Why This Day Speaks to My Soul
I'm writing this as I put a cap on a day that was all too human.
I snapped at some people when I shouldn't have. I got frustrated at my husband. I felt pulled from one direction to another. I wondered if I had enough time in my day. I sighed, rolled my eyes, and pointed fingers.
But, in the midst of such humanness, I experienced some special moments...sacred moments...that I look forward to every year.
And those moments always seems to arrive at just the right time.
Just as they did today.
Today is Ash Wednesday, the beginning of the 4o days of Lent which lead us into Easter Sunday. It is a day that a lot of traditional Protestant denominations (and Catholics) celebrate with special services and reminders of what this season means.
A lot of people see Ash Wednesday as a somber event, and it can certainly be viewed that way. We say prayers, and do readings, and hear meditations on things like "ashes to ashes, dust to dust" and "confronting our mortality," and "sin and transgressions and iniquities." It's enough to make some people stay away from the sanctuary.
For some reason, though, Ash Wednesday is always one of the most joyful of occasions for me.
After the service--which involves a lot of soul-searching, and asking for forgiveness, and then the ultimate symbolism of the night (having a cross made of ash imprinted on your forehead--we are told to depart in silent contemplation.
Even though we leave the sanctuary in silence, my soul is usually wanting to "let it all out" and scream with awareness of what being a Christian is really all about.
For it is in the sobriety and seriousness of the Ash Wednesday rituals that I realize how BIG it is what God has done for me.
God is, yes, about singing and dancing and shouting and smiling.
But He is so much more.
He is the silence you feel when you are confused and don't know who else to turn to.
He is the emptiness you feel when you have learned bad news and feel so all alone.
He is the hurt you feel when you know you have wronged someone else, or made a big mistake, or sinned in a way that certainly could never be forgiven.
He is even the chasm which you feel separates yourself from Him.
God is in the sadness and in the loneliness and the misunderstandings. He's even in the doubt and unbelief.
But (and this is the really good part), Ash Wednesday is a celebration because it reminds us that THAT is exactly what being a human is all about. We ARE made of ashes; we ARE limited in our understanding; we ARE small.
Because when you are small, then you have to turn to something bigger.
(It's sorta like when you're a child. You're frustrated that you can't reach the top shelf in the pantry, or you can't climb that tall tree. What makes you grow and learn and ultimately love childhood, is that you have a parent who is there to help you get something down from the top shelf, or lift you up onto that high branch.
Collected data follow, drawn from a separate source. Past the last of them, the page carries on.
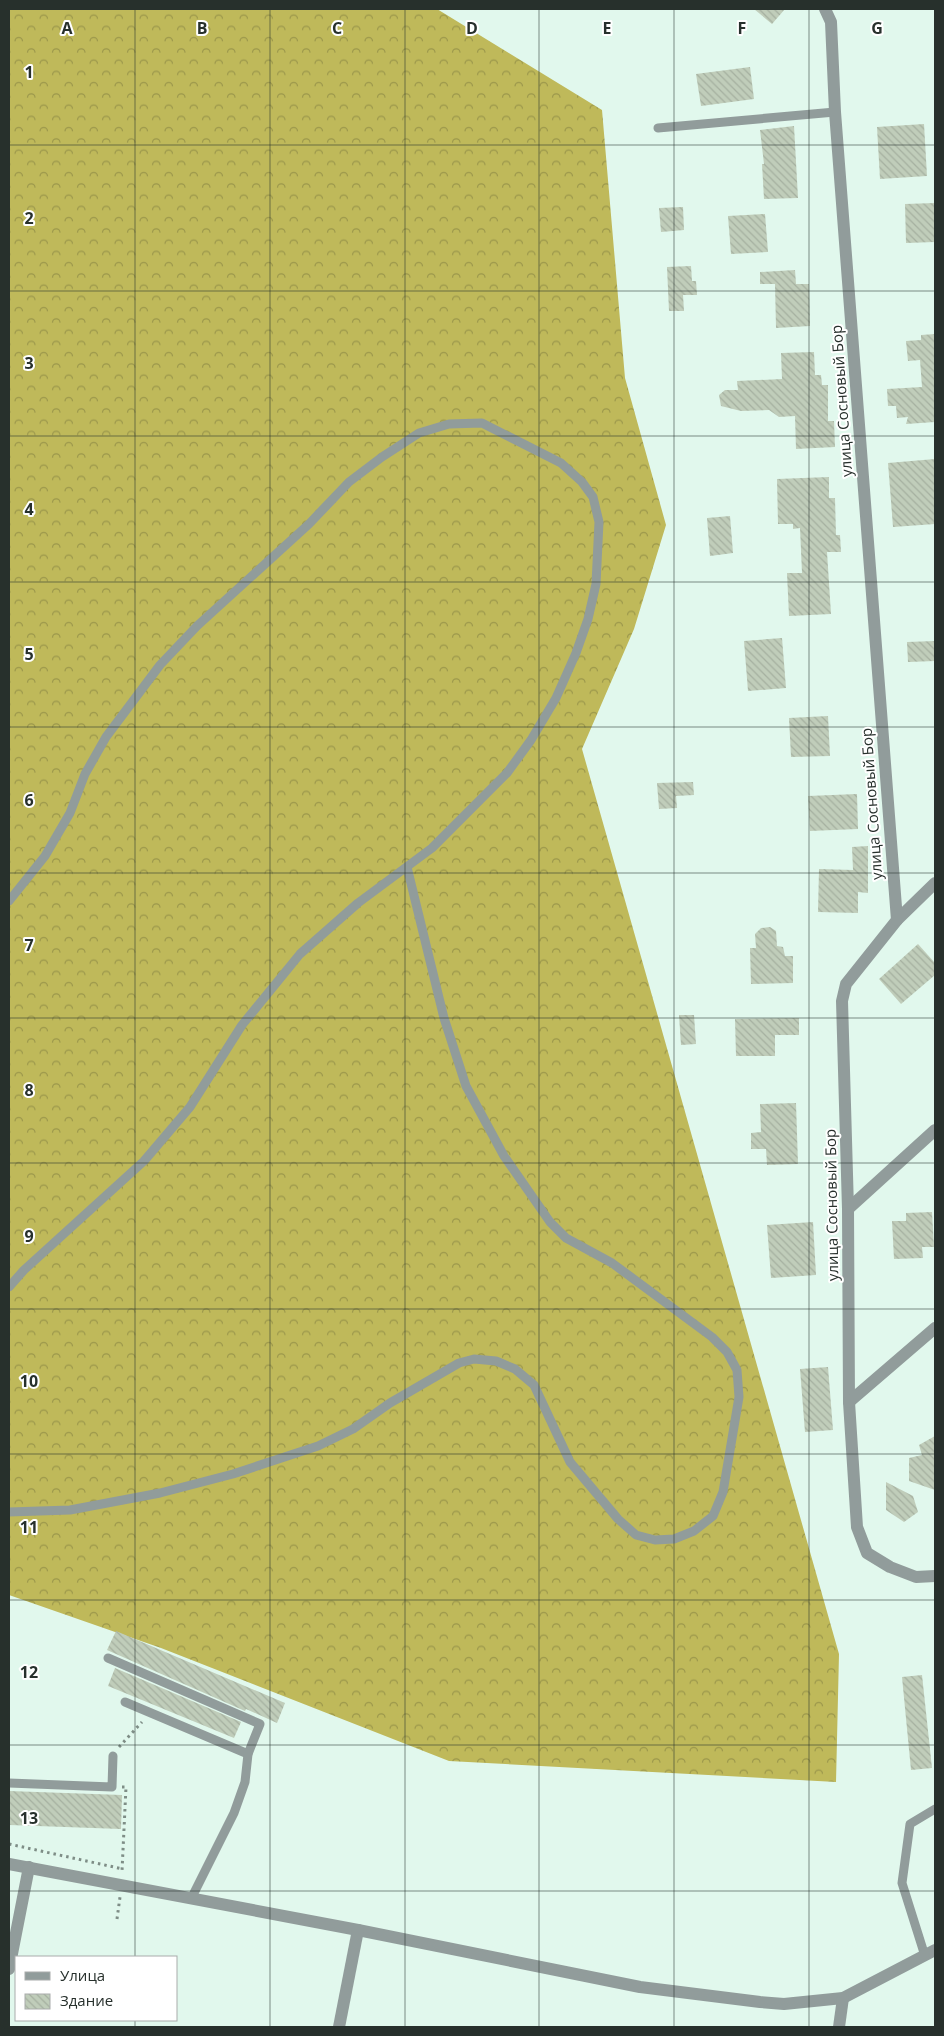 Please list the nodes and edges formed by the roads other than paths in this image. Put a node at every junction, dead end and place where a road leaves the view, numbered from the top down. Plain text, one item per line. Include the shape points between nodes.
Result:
1 (825, 9) edge
2 (836, 112) junction
3 (658, 128) dead end
4 (407, 867) junction
5 (935, 883) edge
6 (9, 901) edge
7 (896, 920) junction
8 (935, 1130) edge
9 (848, 1209) junction
10 (9, 1286) edge
11 (935, 1328) edge
12 (849, 1402) junction
13 (9, 1512) edge
14 (935, 1576) edge
15 (108, 1658) dead end
16 (125, 1702) dead end
17 (248, 1754) junction
18 (113, 1756) road end
19 (9, 1783) edge
20 (935, 1809) edge
21 (9, 1864) edge
22 (29, 1867) junction
23 (190, 1899) junction
24 (358, 1930) junction
25 (930, 1953) edge
26 (9, 1969) edge
27 (843, 1998) junction
28 (339, 2027) edge
29 (839, 2027) edge

1 - 2 street, улица Сосновый Бор via 831,22
2 - 3 lane
2 - 7 street, улица Сосновый Бор
4 - 6 lane via 475,807 507,773 531,740 556,698 576,652 596,584 599,522 593,498 582,482 561,463 482,423 450,424 419,433 382,457 349,482 309,524 196,626 160,665 106,737 70,813 45,856
4 - 10 lane via 358,902 300,954 242,1026 190,1107 144,1160
4 - 13 lane via 444,1018 466,1086 504,1156 550,1222 566,1238 612,1263 712,1337 727,1352 737,1370 739,1396 723,1492 714,1516 694,1531 674,1539 655,1540 636,1535 618,1519 570,1462 534,1385 516,1369 496,1361 474,1359 459,1363 390,1403 353,1429 299,1453 160,1493 70,1510
5 - 7 street
7 - 9 street, улица Сосновый Бор via 846,984 842,1001
8 - 9 street
9 - 12 street, улица Сосновый Бор
11 - 12 street
12 - 14 street, улица Сосновый Бор via 857,1527 866,1553 890,1567 916,1576
15 - 17 lane via 260,1724
16 - 17 lane
17 - 23 lane via 245,1782 234,1813
18 - 19 lane via 112,1787
20 - 25 lane via 910,1824 902,1883
21 - 22 street
22 - 23 street
22 - 26 street
23 - 24 street
24 - 27 street via 640,1987 784,2004
24 - 28 street
25 - 27 street
27 - 29 street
Or hug you, envelop you, and let you know that it's going to be okay.)
When we realize our limitations (that we can't do it all on our own), then we see how much God does indeed love us.
When we set our pride aside and admit when we screw up, then we see that God wants to cover us in forgiveness.
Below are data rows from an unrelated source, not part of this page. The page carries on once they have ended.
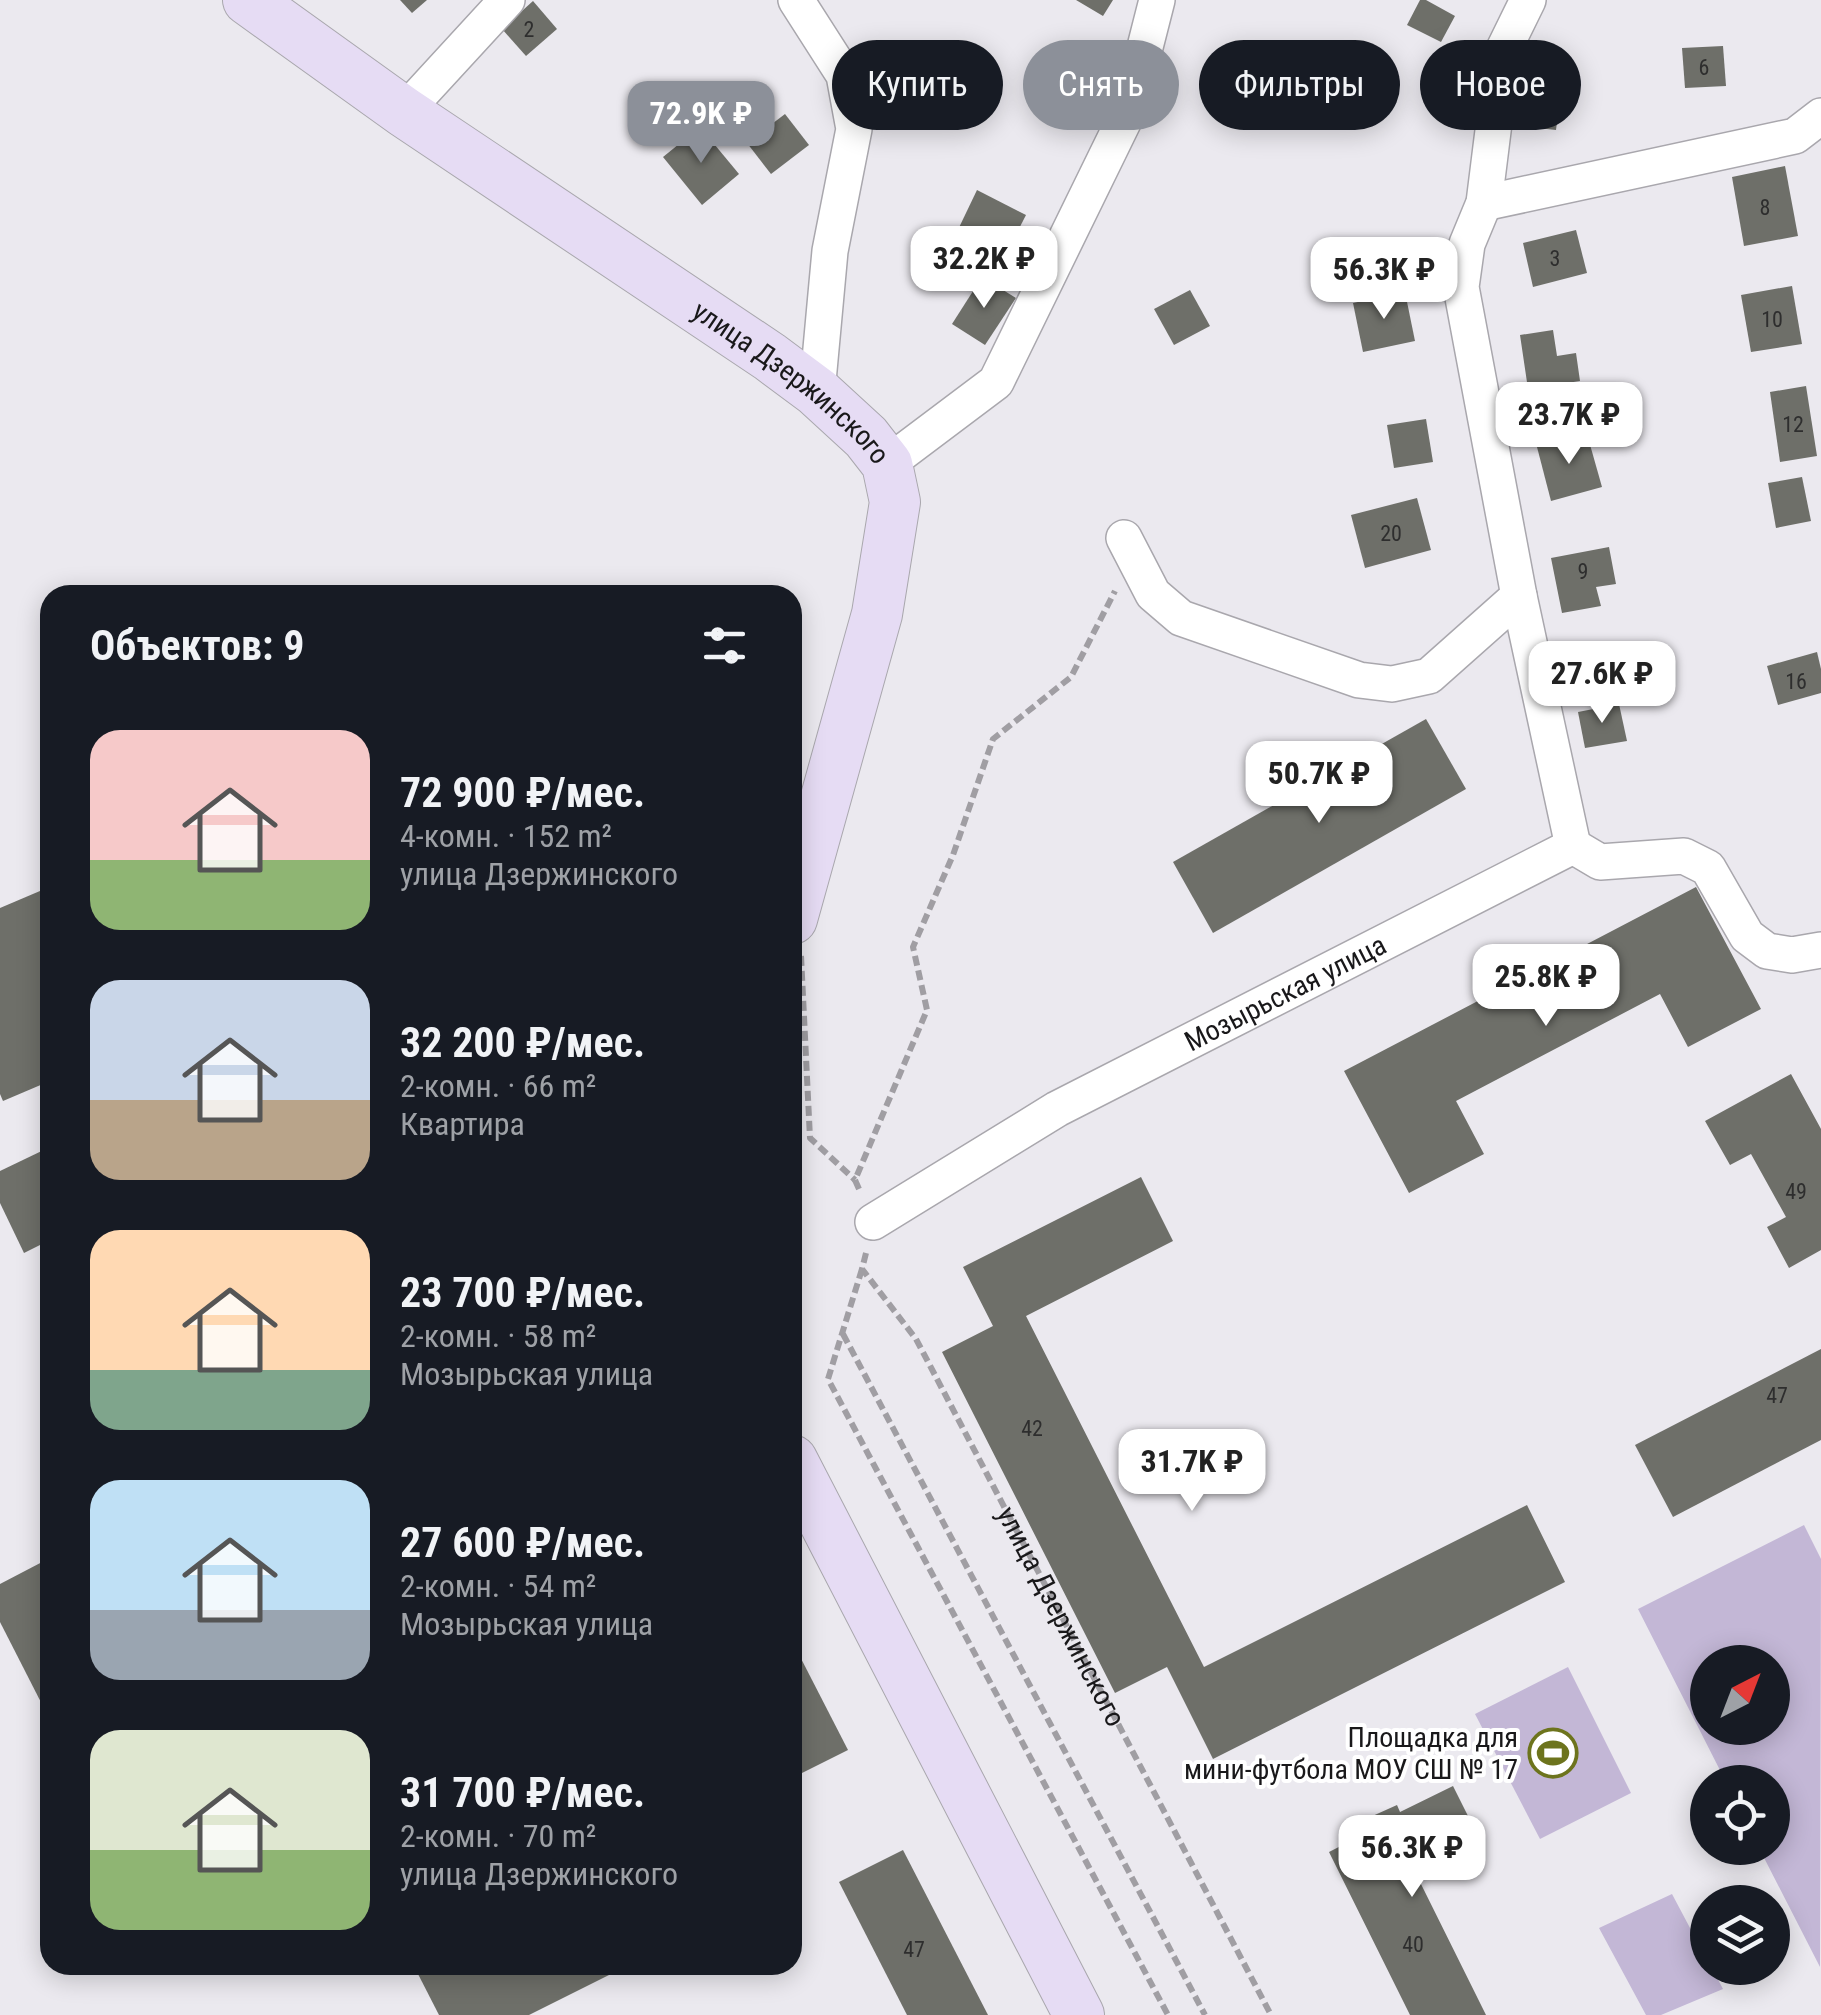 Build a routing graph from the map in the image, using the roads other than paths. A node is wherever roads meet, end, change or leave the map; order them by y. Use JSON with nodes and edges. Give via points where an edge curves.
{"nodes":[{"id":1,"x":248,"y":0,"type":"edge"},
{"id":2,"x":507,"y":0,"type":"edge"},
{"id":3,"x":796,"y":0,"type":"edge"},
{"id":4,"x":1157,"y":0,"type":"edge"},
{"id":5,"x":1528,"y":0,"type":"edge"},
{"id":6,"x":404,"y":112,"type":"junction"},
{"id":7,"x":1821,"y":116,"type":"edge"},
{"id":8,"x":1484,"y":203,"type":"junction"},
{"id":9,"x":817,"y":392,"type":"junction"},
{"id":10,"x":887,"y":464,"type":"junction"},
{"id":11,"x":1129,"y":548,"type":"road end"},
{"id":12,"x":1519,"y":596,"type":"junction"},
{"id":13,"x":1573,"y":846,"type":"junction"},
{"id":14,"x":802,"y":884,"type":"edge"},
{"id":15,"x":1821,"y":950,"type":"edge"},
{"id":16,"x":872,"y":1222,"type":"road end"},
{"id":17,"x":802,"y":1479,"type":"edge"},
{"id":18,"x":1079,"y":2015,"type":"edge"}],
"edges":[{"from":1,"to":6,"type":"street","name":"улица Дзержинского"},
{"from":2,"to":6,"type":"street"},
{"from":3,"to":9,"type":"street","via":[[844,75],[854,129],[830,251]]},
{"from":4,"to":10,"type":"street","via":[[1129,110],[996,382]]},
{"from":5,"to":8,"type":"street","via":[[1503,51]]},
{"from":6,"to":9,"type":"street","name":"улица Дзержинского"},
{"from":7,"to":8,"type":"street","via":[[1795,136]]},
{"from":8,"to":12,"type":"street","via":[[1466,244],[1462,287]]},
{"from":9,"to":10,"type":"street","name":"улица Дзержинского"},
{"from":10,"to":14,"type":"street","name":"улица Дзержинского","via":[[895,502],[876,614]]},
{"from":11,"to":12,"type":"street","via":[[1153,594],[1181,618],[1359,680],[1392,684],[1428,676]]},
{"from":12,"to":13,"type":"street"},
{"from":13,"to":15,"type":"street","via":[[1600,862],[1684,856],[1708,868],[1747,936],[1766,950],[1792,956]]},
{"from":13,"to":16,"type":"street","name":"Мозырьская улица","via":[[1056,1109]]},
{"from":17,"to":18,"type":"street"}]}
And, so, I knelt at the altar and received the ashes. And I took the moment to say a little prayer of thanks. A prayer that certainly doesn't do justice to what the day means.
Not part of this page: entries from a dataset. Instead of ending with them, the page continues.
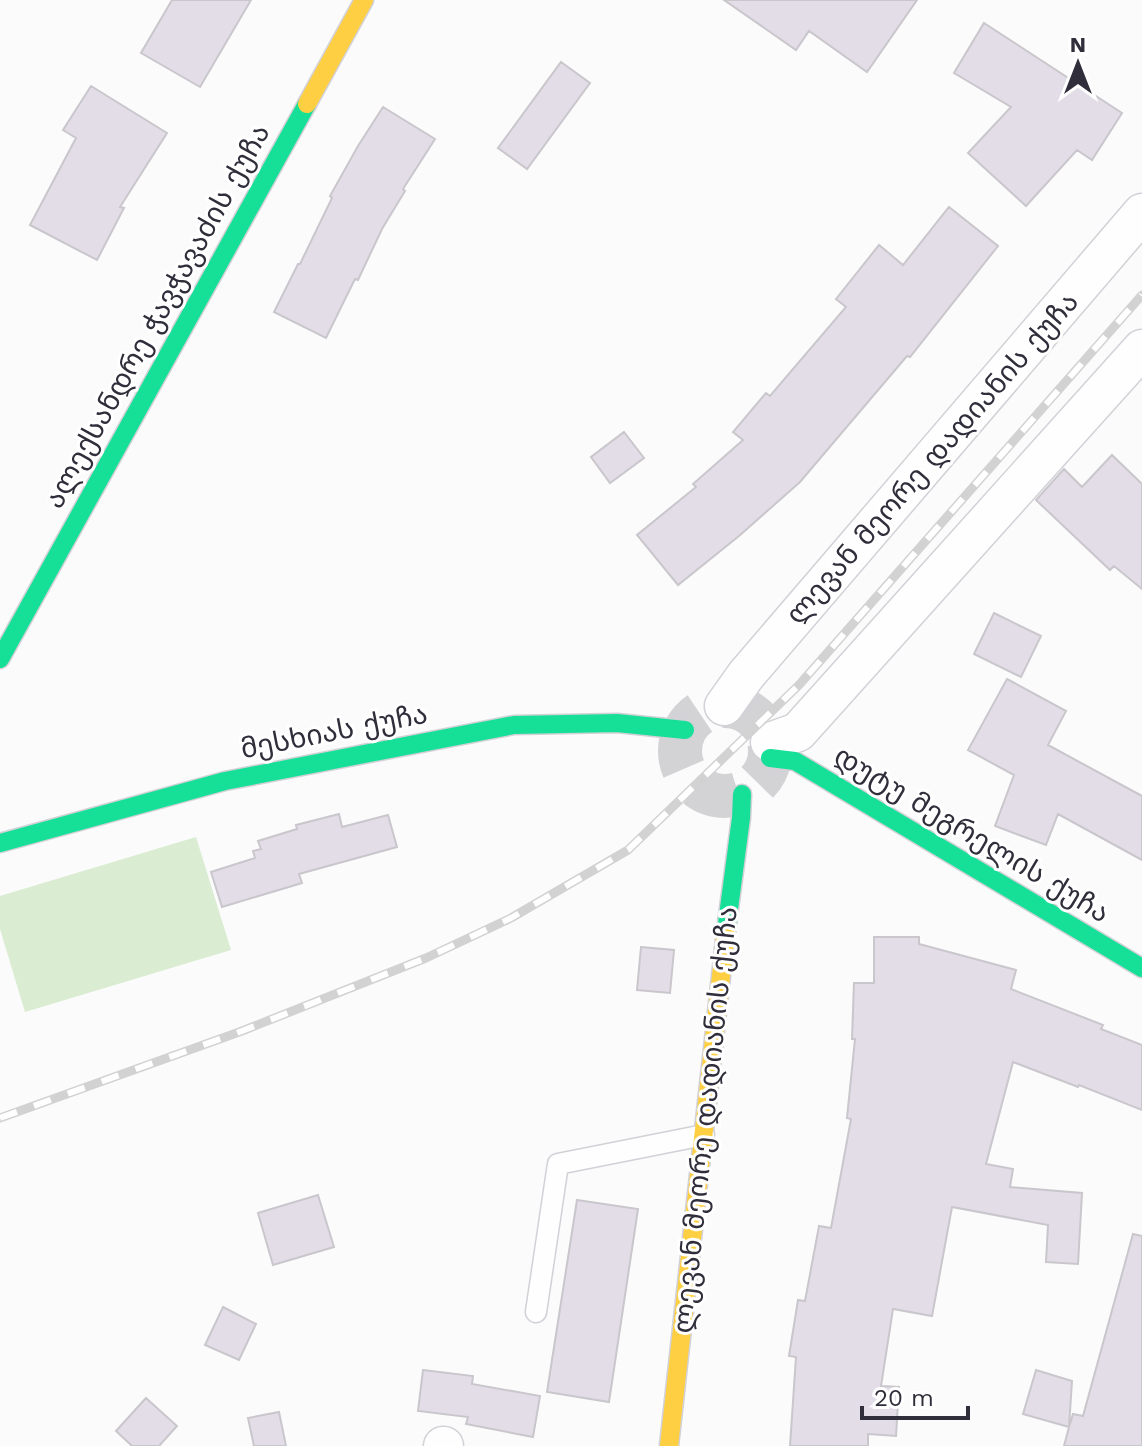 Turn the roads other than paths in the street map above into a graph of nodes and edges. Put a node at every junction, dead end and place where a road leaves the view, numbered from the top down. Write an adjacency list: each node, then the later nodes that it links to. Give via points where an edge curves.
1 (364, 0): 4 (street, ალექსანდრე ჭავჭავაძის ქუჩა)
2 (1142, 213): 5 (street, ლევან მეორე დადიანის ქუჩა)
3 (1137, 365): 7 (street, via 798,732)
4 (0, 659)
5 (724, 706)
6 (685, 730): 9 (street, მესხიას ქუჩა, via 617,723 514,725 225,781)
7 (770, 750): 10 (street, დუტუ მეგრელის ქუჩა)
8 (742, 794): 11 (street, ლევან მეორე დადიანის ქუჩა)
9 (0, 843)
10 (1142, 968)
11 (704, 1135): 12 (lane, via 558,1164); 13 (street, ლევან მეორე დადიანის ქუჩა)
12 (536, 1312)
13 (669, 1446)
It went something like this:
"Thank you for loving me so much. Thank you for forgiving me when I mess up. Thank you for forgiving me when I don't even realize that I mess up. Thank you for making me human, and giving me laughter and joy, but also sadness and pain. Thank you for this great gift.
And help me to live each and every moment during the next forty days as a true testament to what you mean to me. Help me to live in peace, and understanding, and contemplation, and joy, and forgiveness, and awareness, and love. And be with me through it all."
It's an amazing, amazing thing, and it's why this day...darkness, and seriousness, and ashes, and all...so speaks to my (very human!) soul.